◆ Exercise requirements:
Pick out the lines below with "that" and list them.

◆ Records for processing:
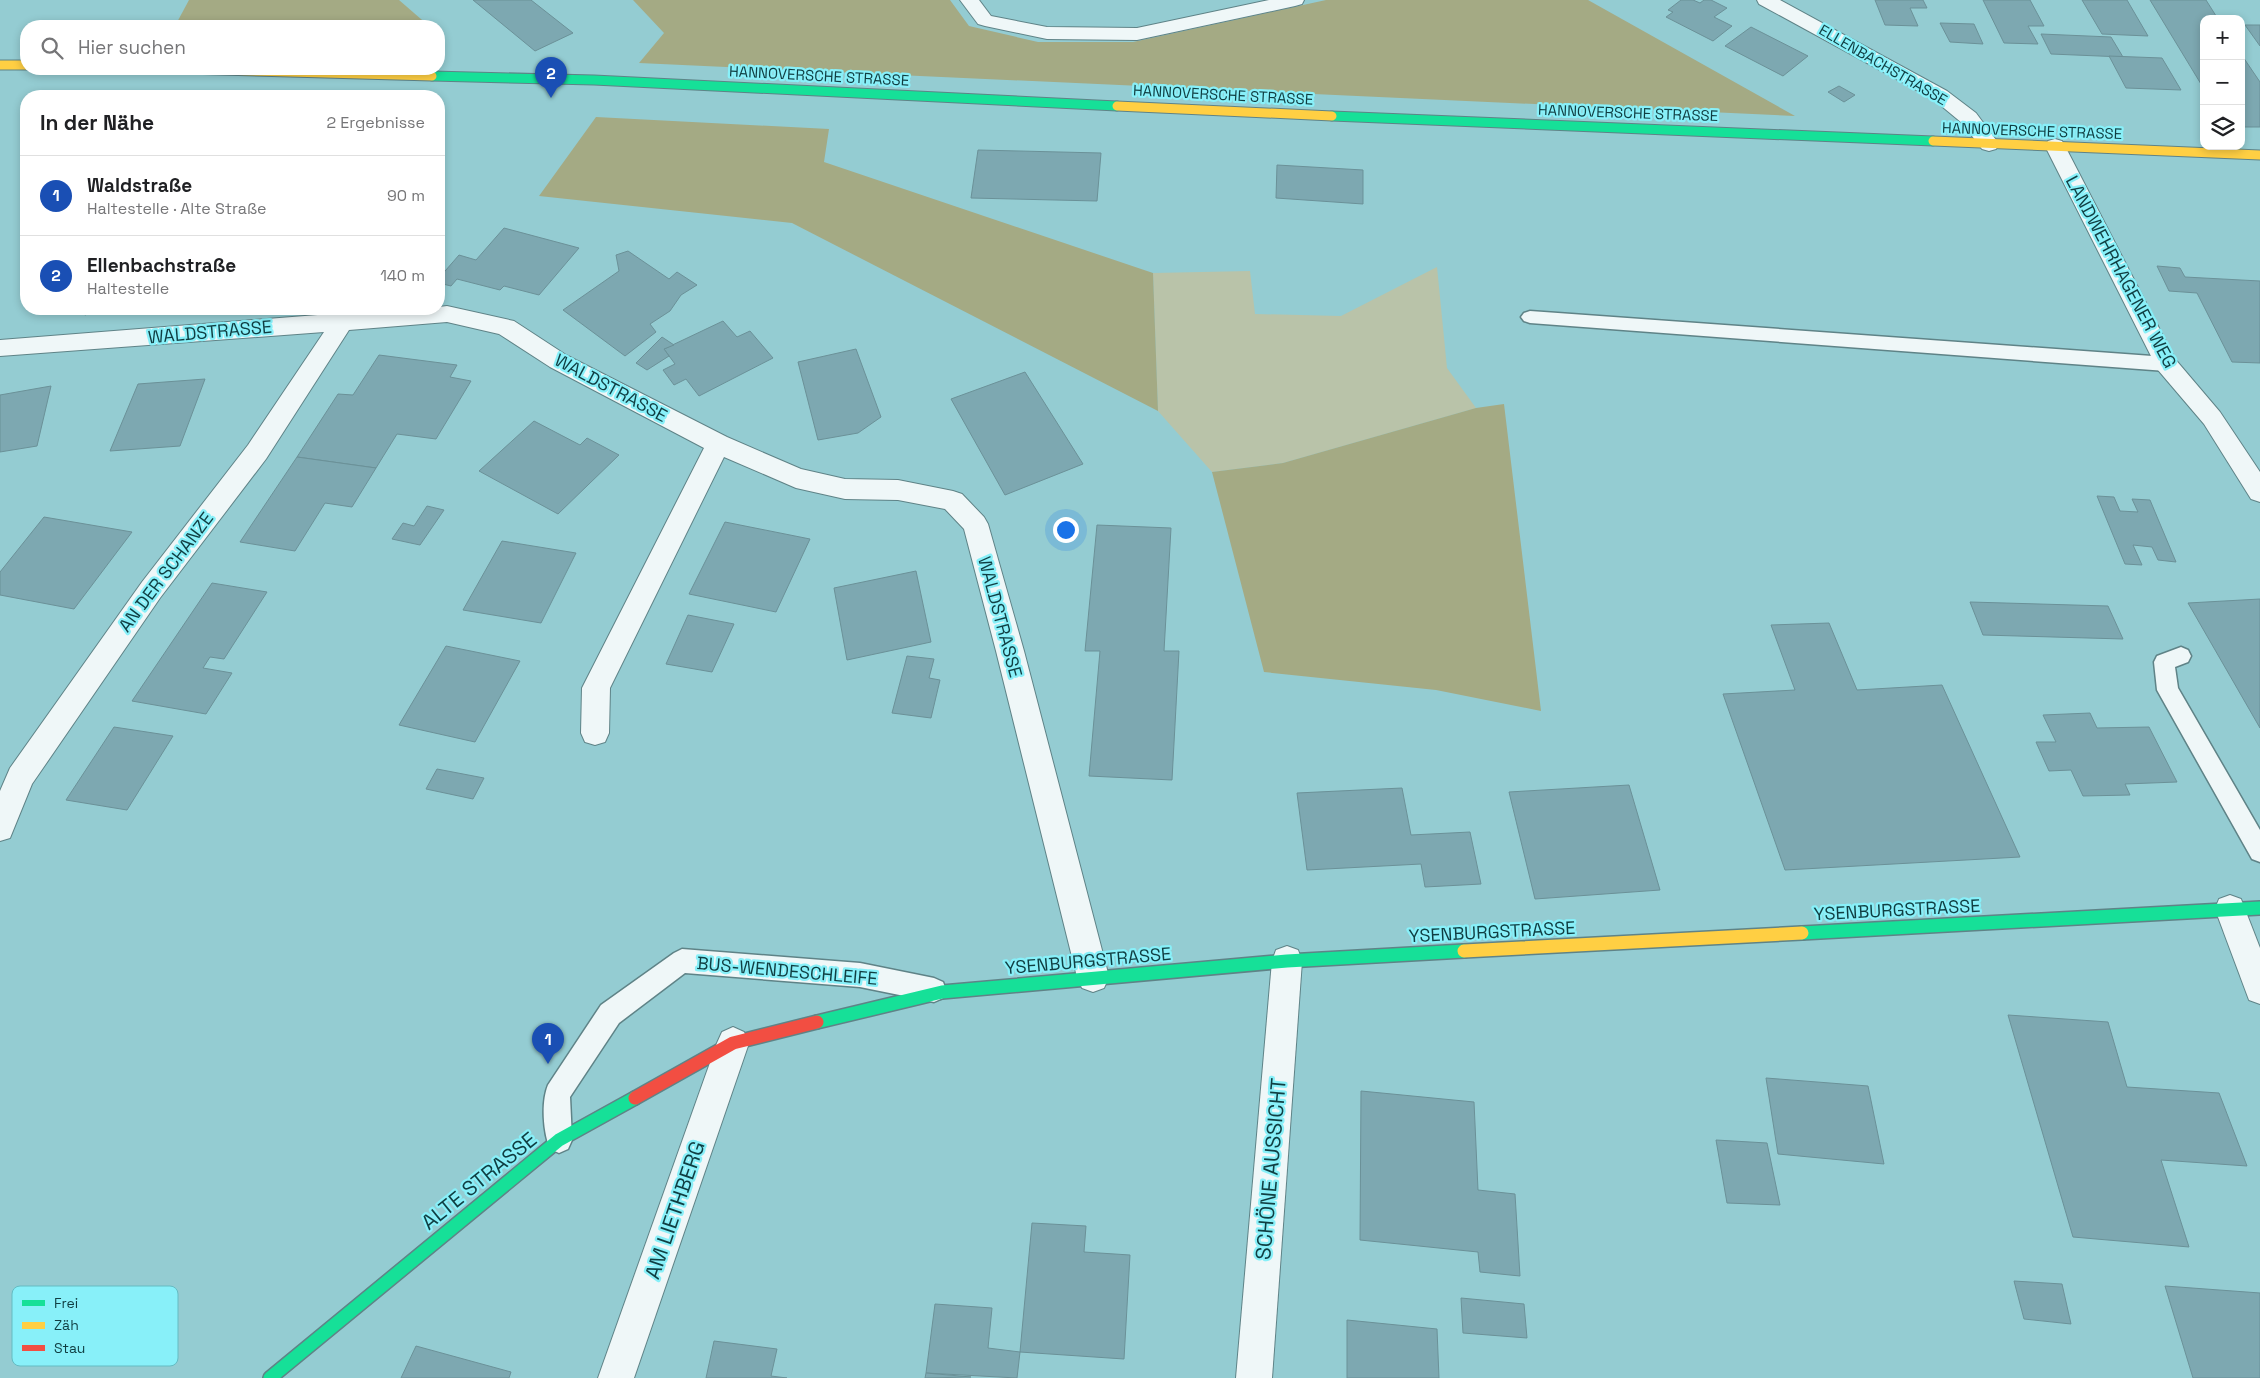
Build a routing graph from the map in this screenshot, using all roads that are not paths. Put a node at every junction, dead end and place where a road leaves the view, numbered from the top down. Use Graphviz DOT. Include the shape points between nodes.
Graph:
graph roads {
  1 [pos="969,0"];
  2 [pos="1295,0"];
  3 [pos="1766,0"];
  4 [pos="0,65"];
  5 [pos="20,65"];
  6 [pos="394,75"];
  7 [pos="1989,144"];
  8 [pos="2055,146"];
  9 [pos="2260,155"];
  10 [pos="445,314"];
  11 [pos="432,315"];
  12 [pos="1530,318"];
  13 [pos="343,321"];
  14 [pos="0,348"];
  15 [pos="2166,364"];
  16 [pos="718,444"];
  17 [pos="2260,492"];
  18 [pos="2181,656"];
  19 [pos="595,733"];
  20 [pos="0,828"];
  21 [pos="2260,851"];
  22 [pos="2260,908"];
  23 [pos="2230,909"];
  24 [pos="1287,961"];
  25 [pos="1093,977"];
  26 [pos="2260,989"];
  27 [pos="942,992"];
  28 [pos="733,1043"];
  29 [pos="559,1140"];
  30 [pos="270,1378"];
  31 [pos="616,1378"];
  32 [pos="1254,1378"];
  1 -- 2 [label="street" via="985,20 1047,33 1137,34"];
  3 -- 7 [label="street, ELLENBACHSTRASSE" via="1940,95 1969,118"];
  4 -- 5 [label="main road"];
  6 -- 7 [label="main road, HANNOVERSCHE STRASSE" via="603,81"];
  7 -- 8 [label="main road, HANNOVERSCHE STRASSE"];
  8 -- 9 [label="main road, HANNOVERSCHE STRASSE"];
  8 -- 15 [label="street, LANDWEHRHAGENER WEG"];
  10 -- 16 [label="street, WALDSTRASSE" via="506,327 558,361"];
  11 -- 13 [label="street, WALDSTRASSE"];
  12 -- 15 [label="lane"];
  13 -- 14 [label="street, WALDSTRASSE"];
  13 -- 20 [label="street, AN DER SCHANZE" via="257,452 151,590 20,777"];
  15 -- 17 [label="street, LANDWEHRHAGENER WEG" via="2212,418"];
  16 -- 19 [label="street" via="596,688"];
  16 -- 25 [label="street, WALDSTRASSE" via="796,478 845,489 898,490 953,501 974,524 1010,651"];
  18 -- 21 [label="lane" via="2164,662 2168,690"];
  22 -- 23 [label="main road, YSENBURGSTRASSE"];
  23 -- 24 [label="main road, YSENBURGSTRASSE"];
  23 -- 26 [label="street"];
  24 -- 25 [label="main road, YSENBURGSTRASSE"];
  24 -- 32 [label="street, SCHÖNE AUSSICHT"];
  25 -- 27 [label="main road, YSENBURGSTRASSE"];
  27 -- 28 [label="main road, YSENBURGSTRASSE"];
  27 -- 29 [label="lane, BUS-WENDESCHLEIFE" via="860,975 682,961 610,1014 557,1094"];
  28 -- 29 [label="main road, ALTE STRASSE"];
  28 -- 31 [label="street, AM LIETHBERG"];
  29 -- 30 [label="main road, ALTE STRASSE"];
}
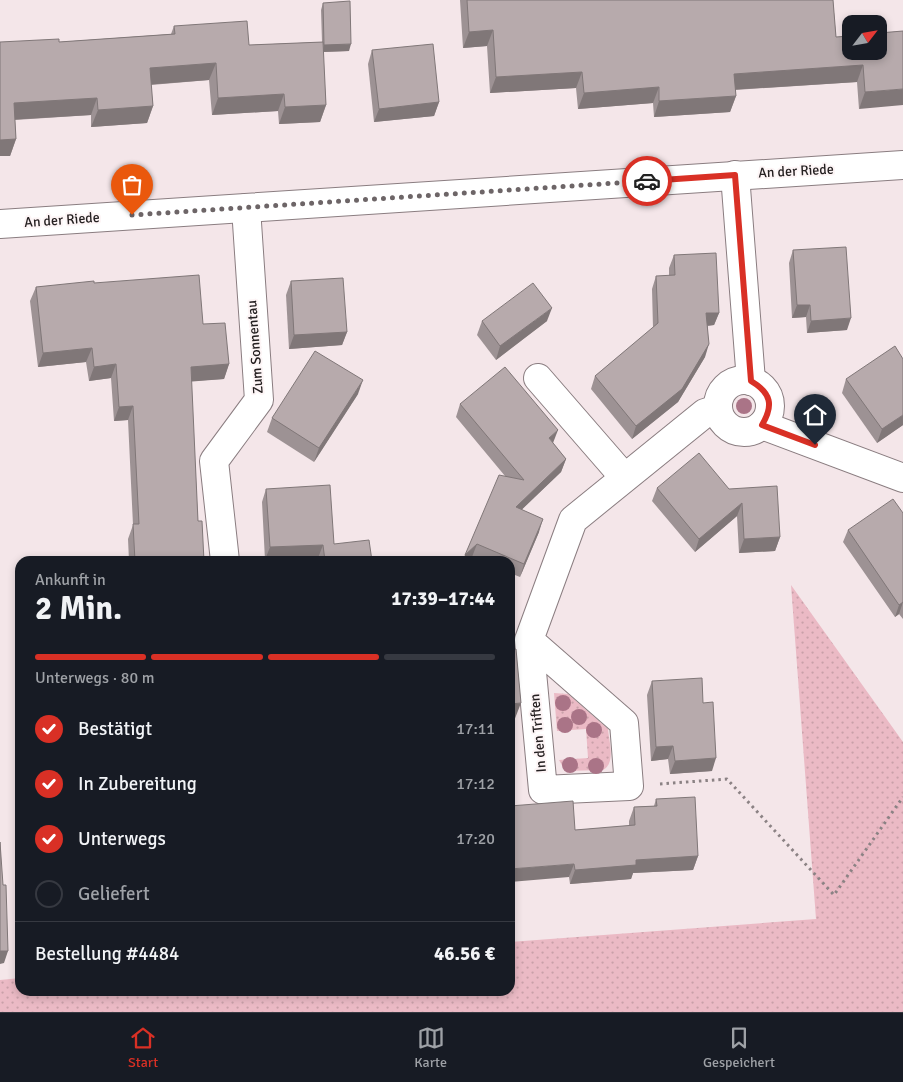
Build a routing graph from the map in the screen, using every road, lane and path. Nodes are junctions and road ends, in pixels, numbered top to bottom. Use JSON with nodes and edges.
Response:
{"nodes":[{"id":1,"x":903,"y":165,"type":"edge"},
{"id":2,"x":735,"y":175,"type":"junction"},
{"id":3,"x":246,"y":208,"type":"junction"},
{"id":4,"x":0,"y":224,"type":"edge"},
{"id":5,"x":538,"y":378,"type":"dead end"},
{"id":6,"x":751,"y":381,"type":"junction"},
{"id":7,"x":718,"y":409,"type":"junction"},
{"id":8,"x":762,"y":425,"type":"junction"},
{"id":9,"x":624,"y":477,"type":"junction"},
{"id":10,"x":903,"y":478,"type":"edge"},
{"id":11,"x":224,"y":556,"type":"edge"},
{"id":12,"x":529,"y":640,"type":"junction"},
{"id":13,"x":629,"y":786,"type":"junction"},
{"id":14,"x":903,"y":797,"type":"edge"}],
"edges":[{"from":1,"to":2,"type":"street","name":"An der Riede"},
{"from":2,"to":3,"type":"street","name":"An der Riede"},
{"from":2,"to":6,"type":"street"},
{"from":3,"to":4,"type":"street","name":"An der Riede"},
{"from":3,"to":11,"type":"street","name":"Zum Sonnentau"},
{"from":5,"to":9,"type":"street"},
{"from":6,"to":7,"type":"street"},
{"from":6,"to":8,"type":"street"},
{"from":7,"to":8,"type":"street"},
{"from":7,"to":9,"type":"street","name":"In den Triften"},
{"from":8,"to":10,"type":"street"},
{"from":9,"to":12,"type":"street","name":"In den Triften"},
{"from":12,"to":13,"type":"street"},
{"from":12,"to":13,"type":"street","name":"In den Triften"},
{"from":13,"to":14,"type":"path"}]}
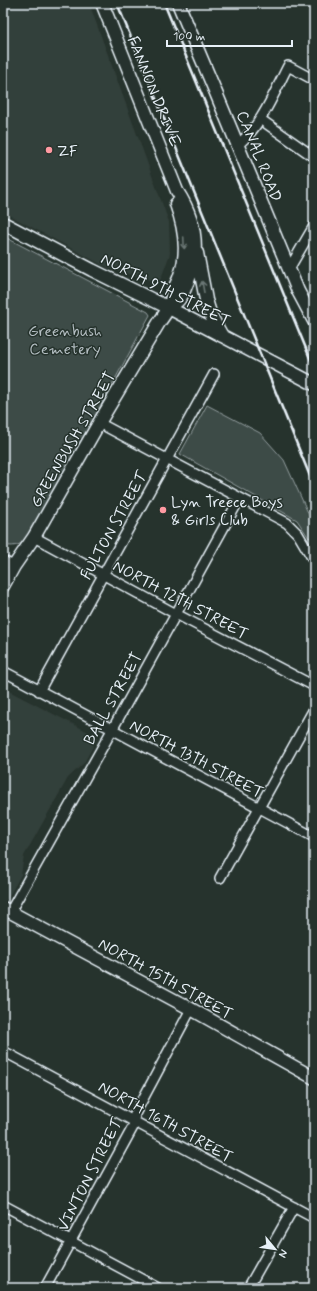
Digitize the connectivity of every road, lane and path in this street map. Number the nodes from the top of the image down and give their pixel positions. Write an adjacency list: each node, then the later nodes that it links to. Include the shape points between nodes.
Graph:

◆ Task output:
Build a routing graph from the map in this screenshot, using all roads that are not paths. Put a node at every junction, dead end and place where a road leaves the view, numbered from the top down. Use Graphviz DOT. Include the shape points between nodes.
Digitize the connectivity of every road, lane and path in this street map. Number the nodes from the top of the image down and give their pixel positions. Write an adjacency list: each node, then the later nodes that it links to. Include the shape points between nodes.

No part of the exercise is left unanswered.